Where a line holds the word "roads", copy it from the records.
(SOURCE DATA Opens)
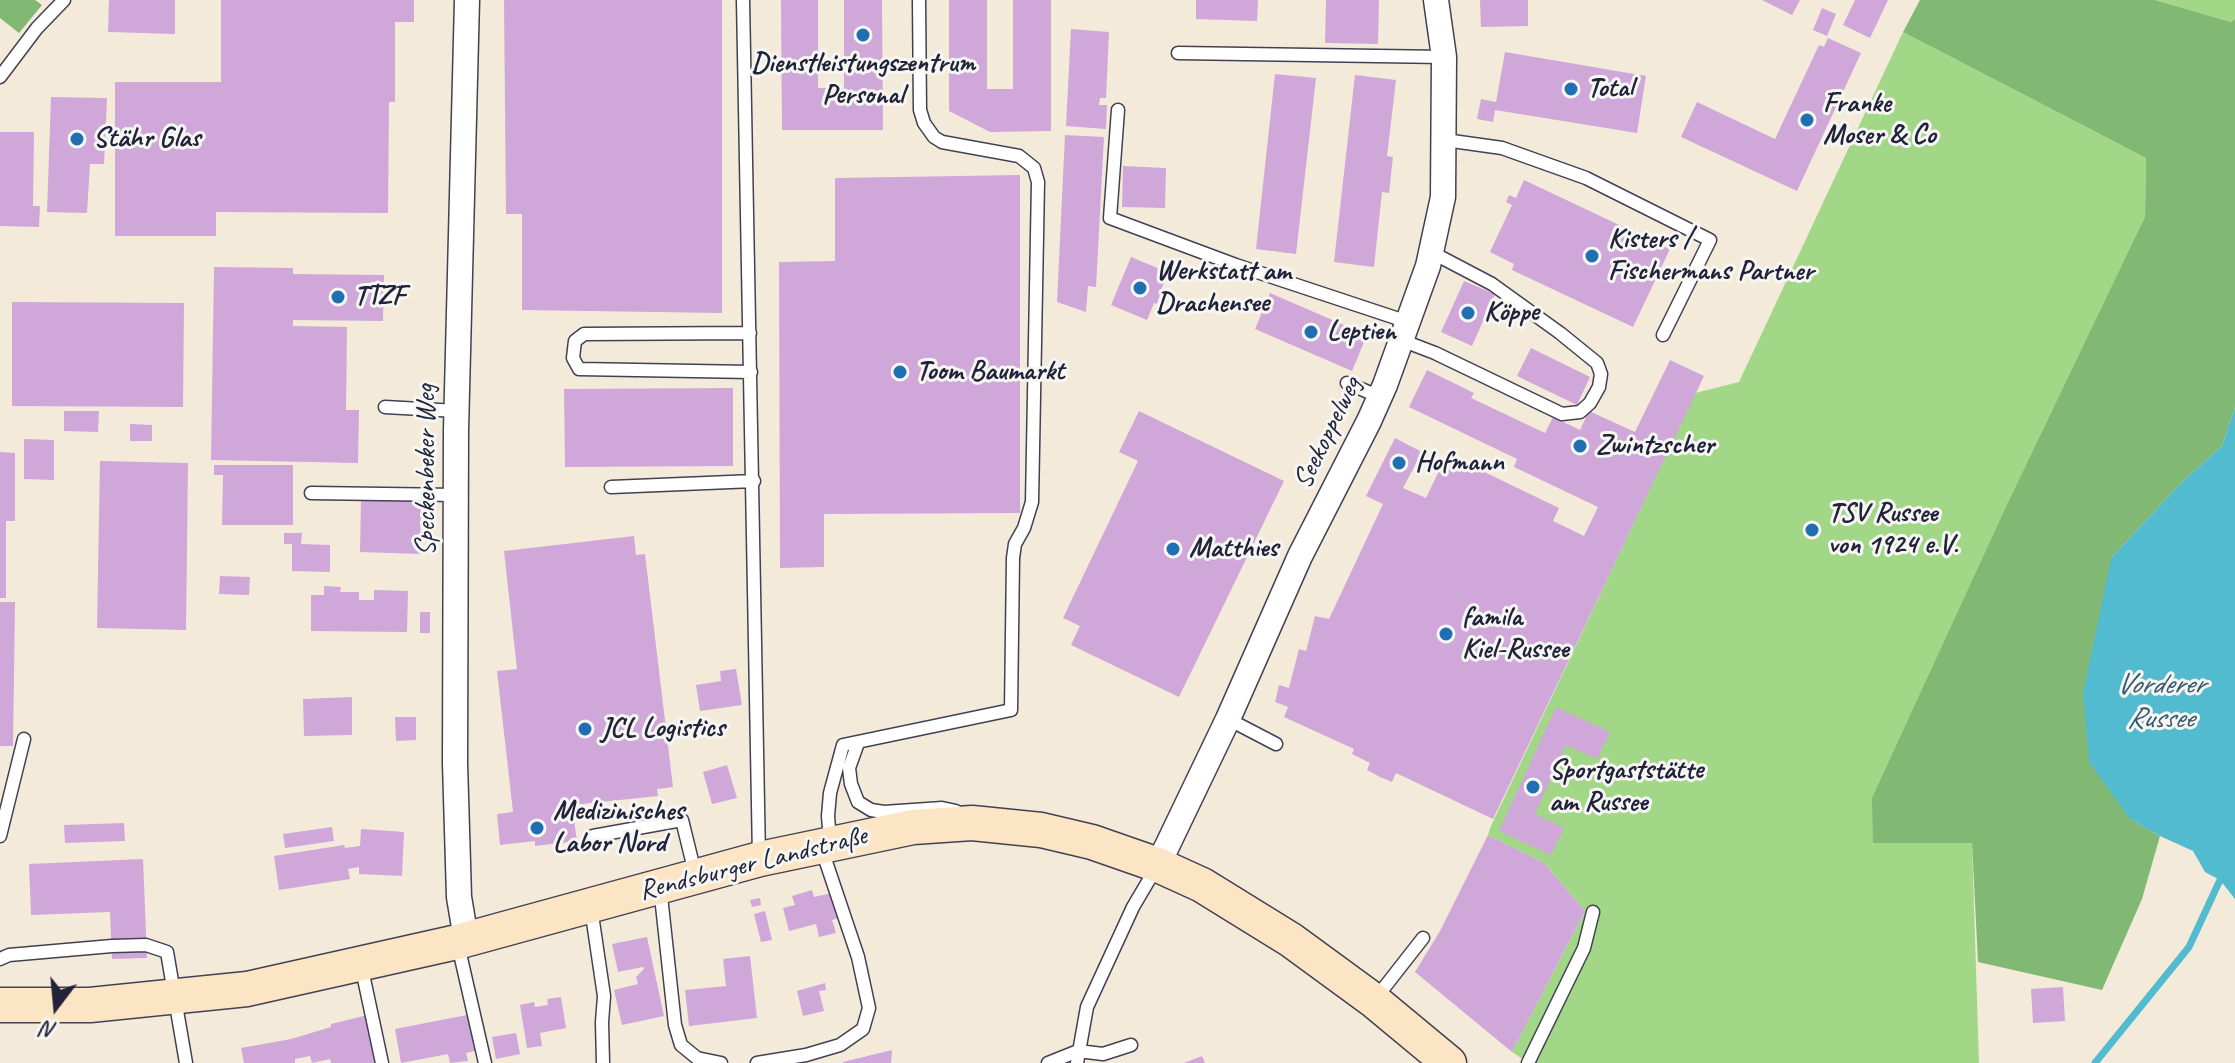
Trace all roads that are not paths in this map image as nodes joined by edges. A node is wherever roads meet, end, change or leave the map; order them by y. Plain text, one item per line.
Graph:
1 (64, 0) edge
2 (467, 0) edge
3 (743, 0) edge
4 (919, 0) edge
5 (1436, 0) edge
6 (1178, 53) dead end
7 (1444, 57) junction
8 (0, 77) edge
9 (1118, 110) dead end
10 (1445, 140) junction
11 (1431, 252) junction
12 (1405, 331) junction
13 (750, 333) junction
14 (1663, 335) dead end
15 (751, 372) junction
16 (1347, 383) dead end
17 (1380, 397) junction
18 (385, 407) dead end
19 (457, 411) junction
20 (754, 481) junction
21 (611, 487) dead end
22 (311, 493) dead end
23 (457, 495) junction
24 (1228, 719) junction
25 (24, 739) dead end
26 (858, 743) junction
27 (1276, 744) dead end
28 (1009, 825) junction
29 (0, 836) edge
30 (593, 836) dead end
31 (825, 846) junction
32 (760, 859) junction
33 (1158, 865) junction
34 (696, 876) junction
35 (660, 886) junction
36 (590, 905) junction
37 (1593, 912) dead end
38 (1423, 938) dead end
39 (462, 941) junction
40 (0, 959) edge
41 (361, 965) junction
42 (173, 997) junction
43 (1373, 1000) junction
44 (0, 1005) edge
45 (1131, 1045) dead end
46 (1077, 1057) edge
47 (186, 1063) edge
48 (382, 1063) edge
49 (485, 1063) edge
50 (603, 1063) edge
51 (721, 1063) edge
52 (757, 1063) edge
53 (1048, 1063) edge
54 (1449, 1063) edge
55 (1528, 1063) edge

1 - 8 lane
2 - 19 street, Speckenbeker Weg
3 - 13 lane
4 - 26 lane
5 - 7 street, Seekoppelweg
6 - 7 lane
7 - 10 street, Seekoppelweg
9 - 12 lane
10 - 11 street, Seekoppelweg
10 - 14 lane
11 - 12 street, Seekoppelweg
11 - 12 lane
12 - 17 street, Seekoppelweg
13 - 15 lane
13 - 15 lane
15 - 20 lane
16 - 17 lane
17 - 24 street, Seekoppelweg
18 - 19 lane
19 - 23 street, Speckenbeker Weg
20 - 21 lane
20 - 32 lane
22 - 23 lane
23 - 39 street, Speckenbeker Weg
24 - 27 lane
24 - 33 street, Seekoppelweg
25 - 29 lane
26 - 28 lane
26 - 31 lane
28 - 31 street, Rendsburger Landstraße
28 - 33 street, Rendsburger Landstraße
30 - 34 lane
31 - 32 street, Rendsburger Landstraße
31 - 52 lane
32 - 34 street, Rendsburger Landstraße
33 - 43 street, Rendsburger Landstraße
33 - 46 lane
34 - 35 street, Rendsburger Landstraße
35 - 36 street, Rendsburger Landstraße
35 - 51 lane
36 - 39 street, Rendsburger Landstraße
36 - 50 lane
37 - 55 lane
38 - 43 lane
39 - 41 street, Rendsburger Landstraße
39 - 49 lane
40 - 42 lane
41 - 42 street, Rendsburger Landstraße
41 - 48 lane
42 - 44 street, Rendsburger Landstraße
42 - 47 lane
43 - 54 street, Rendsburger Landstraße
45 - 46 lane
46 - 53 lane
(SOURCE DATA Closes)
(SOURCE DATA Opens)
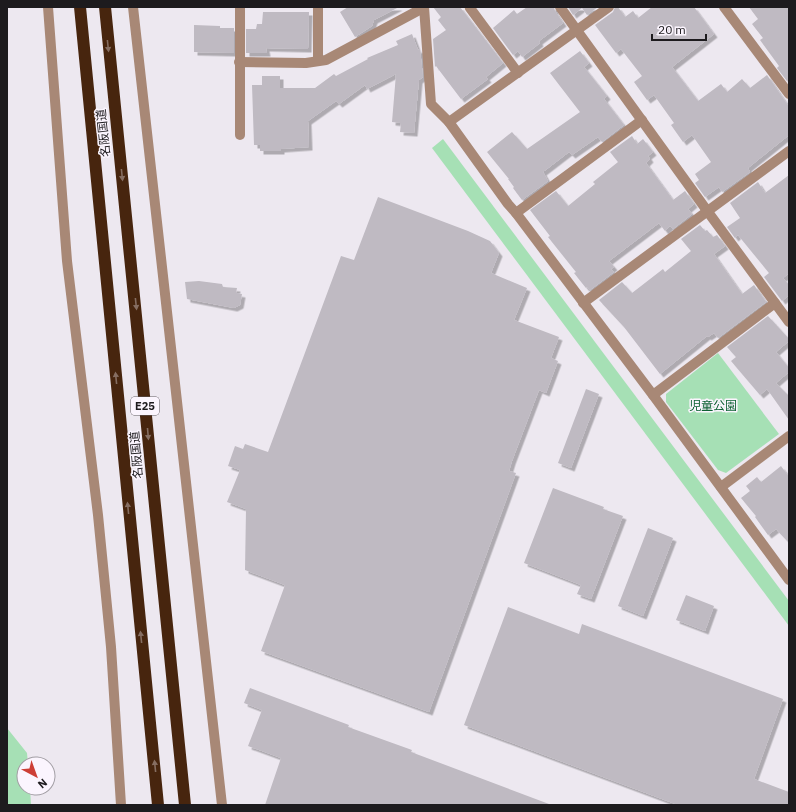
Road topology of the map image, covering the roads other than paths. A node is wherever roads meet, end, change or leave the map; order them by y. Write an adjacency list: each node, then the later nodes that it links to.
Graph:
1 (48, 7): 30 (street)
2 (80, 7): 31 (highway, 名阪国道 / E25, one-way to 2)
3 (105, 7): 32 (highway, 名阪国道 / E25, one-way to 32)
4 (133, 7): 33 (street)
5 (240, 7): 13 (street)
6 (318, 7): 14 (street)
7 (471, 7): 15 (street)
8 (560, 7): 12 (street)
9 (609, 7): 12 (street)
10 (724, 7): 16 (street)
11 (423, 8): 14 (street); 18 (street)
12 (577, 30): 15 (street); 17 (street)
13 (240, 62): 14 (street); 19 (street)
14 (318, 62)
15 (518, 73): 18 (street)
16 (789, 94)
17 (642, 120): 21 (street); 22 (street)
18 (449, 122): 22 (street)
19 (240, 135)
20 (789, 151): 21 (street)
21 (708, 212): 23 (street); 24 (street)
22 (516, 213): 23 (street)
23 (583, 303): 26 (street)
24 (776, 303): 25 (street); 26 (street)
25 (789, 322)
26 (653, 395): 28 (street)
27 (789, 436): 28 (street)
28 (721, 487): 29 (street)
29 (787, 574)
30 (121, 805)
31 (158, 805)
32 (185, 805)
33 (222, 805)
(SOURCE DATA Closes)
■ WRITTEN RESPONSE ■
Trace all roads that are not paths in this map image as nodes joined by edges. A node is wherever roads meet, end, change or leave the map; order them by y. Plain text, one item per line.
Road topology of the map image, covering the roads other than paths. A node is wherever roads meet, end, change or leave the map; order them by y. Write an adjacency list: each node, then the later nodes that it links to.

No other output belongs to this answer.